When Javed Hanif, a doctor, answered his cellphone in June the caller reeled off a list of Hanif's personal details: his work in a government hospital, the registration number of his car, and preparations for his son's wedding. The man demanded 500,000 Pakistani rupees.
Karachi traders say paying extortion has long been part of the cost of doing business in Karachi.
The police say thugs working for the Muttahida Qaumi Movement (MQM), the dominant political party in Karachi, are the biggest extortion menace in the city.
The police have also linked other political parties to extortion, although the MQM and other parties in Karachi repeatedly deny any involvement.
In the past year, the rules of the game have changed as competing political parties, militant groups and criminal entrepreneurs intent on challenging MQM's grip on Karachi have expanded their extortion rackets to fund ever deadlier turf wars, police officials say.
The number of killings in Karachi jumped to more than 2,300 in 2012 from 1,700 the previous year. More than 1,400 murders have already been recorded since the start of this year. The increasing death toll has made it easier for gangs to coerce people into paying money, although there have been few reports of extortion-related killings.
"The extortion racket in Karachi has become an industry," said senior police officer Niaz Ahmed Khosa. "There are around 50 no-go areas in Karachi, which police can not enter. Most of the extortion rackets and other crime are being generated from these population pockets."
The police blame much of the increase in extortion on a criminal gang known as the People's Aman Committee (PAC), based in the district of Lyari, one of the police no-go areas, and which they say is expanding into new parts of the city. The gang, the police say, is linked to the Pakistan People's Party, which ruled Pakistan until its defeat at May general elections.

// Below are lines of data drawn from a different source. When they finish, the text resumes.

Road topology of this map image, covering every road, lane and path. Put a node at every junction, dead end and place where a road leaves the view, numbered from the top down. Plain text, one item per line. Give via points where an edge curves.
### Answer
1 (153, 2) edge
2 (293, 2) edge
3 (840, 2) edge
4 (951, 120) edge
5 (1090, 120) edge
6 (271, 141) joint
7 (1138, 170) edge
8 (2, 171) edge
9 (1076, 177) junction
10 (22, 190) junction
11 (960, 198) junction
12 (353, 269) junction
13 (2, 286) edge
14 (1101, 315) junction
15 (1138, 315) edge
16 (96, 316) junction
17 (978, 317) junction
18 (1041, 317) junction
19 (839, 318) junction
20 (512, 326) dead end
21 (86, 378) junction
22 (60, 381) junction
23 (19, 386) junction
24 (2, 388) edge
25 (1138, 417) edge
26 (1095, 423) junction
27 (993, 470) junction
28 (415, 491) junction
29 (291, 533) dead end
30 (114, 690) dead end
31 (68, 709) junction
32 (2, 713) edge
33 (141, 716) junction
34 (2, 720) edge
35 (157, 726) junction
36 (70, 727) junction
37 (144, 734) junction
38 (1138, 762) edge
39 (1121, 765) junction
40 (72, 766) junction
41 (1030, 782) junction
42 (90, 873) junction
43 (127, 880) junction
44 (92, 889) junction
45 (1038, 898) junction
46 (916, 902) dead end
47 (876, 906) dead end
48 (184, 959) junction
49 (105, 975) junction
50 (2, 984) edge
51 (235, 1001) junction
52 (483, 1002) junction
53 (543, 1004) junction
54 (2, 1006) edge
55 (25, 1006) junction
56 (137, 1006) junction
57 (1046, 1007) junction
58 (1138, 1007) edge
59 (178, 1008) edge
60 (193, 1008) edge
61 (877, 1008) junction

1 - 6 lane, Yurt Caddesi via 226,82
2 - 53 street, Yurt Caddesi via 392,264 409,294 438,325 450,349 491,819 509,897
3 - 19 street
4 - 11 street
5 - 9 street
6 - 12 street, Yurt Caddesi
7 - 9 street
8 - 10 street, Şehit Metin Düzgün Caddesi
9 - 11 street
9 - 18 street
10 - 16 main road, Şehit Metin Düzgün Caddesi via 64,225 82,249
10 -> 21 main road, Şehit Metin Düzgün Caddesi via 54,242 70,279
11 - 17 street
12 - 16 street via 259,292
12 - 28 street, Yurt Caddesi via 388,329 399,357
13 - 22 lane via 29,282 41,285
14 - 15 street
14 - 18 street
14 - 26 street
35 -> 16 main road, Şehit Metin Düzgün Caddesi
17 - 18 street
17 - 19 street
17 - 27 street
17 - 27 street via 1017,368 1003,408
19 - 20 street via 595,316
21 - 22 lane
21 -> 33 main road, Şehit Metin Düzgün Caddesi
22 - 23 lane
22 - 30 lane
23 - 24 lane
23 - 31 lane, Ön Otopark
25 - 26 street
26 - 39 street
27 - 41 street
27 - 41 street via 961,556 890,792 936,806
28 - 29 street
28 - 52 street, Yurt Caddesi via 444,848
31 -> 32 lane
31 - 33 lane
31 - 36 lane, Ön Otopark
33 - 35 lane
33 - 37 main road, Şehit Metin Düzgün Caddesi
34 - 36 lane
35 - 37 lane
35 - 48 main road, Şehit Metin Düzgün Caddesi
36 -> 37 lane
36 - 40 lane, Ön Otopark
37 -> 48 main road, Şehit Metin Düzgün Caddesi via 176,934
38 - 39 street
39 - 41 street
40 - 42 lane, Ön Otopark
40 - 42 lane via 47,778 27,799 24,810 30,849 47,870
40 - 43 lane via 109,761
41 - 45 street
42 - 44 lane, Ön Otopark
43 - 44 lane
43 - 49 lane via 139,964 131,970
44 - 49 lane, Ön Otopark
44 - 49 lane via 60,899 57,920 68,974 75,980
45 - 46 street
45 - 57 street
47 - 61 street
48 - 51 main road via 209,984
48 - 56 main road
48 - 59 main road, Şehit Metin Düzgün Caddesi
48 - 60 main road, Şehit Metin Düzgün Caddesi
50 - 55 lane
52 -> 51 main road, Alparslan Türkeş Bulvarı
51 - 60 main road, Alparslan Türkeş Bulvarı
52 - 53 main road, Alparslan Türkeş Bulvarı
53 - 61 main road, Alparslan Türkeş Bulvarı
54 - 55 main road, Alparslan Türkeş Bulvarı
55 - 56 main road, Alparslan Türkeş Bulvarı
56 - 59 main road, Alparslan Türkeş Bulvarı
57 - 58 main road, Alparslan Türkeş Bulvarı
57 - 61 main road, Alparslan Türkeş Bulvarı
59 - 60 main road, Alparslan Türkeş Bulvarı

"If some political party says they are not involved in the extortion racket, they are lying," said Majyad Aziz Balagamwala, a former president of the Karachi Chamber of Commerce and Industry.
Police say Pakistan's Taliban movement, which originated on the northwestern frontier with Afghanistan, has also ramped up extortion operations in Karachi in the past year and has been blamed for attacks that have killed dozens of police.
In spite of the climate of fear, business sentiment is not universally bleak. Retail is booming in Karachi, symbolized by the opening of a flashy modern shopping centre called Dolmen Mall Clifton in 2011 which showcases international brands such as Debenhams and Fatburger.
But nobody is immune from an extortionist's call.
Byram D. Avari, the owner of a prominent hotel chain and a well-known figure in Karachi, refused to pay the demands of a caller who threatened to set off hand grenades at his hotels and home. But many others dare not say no.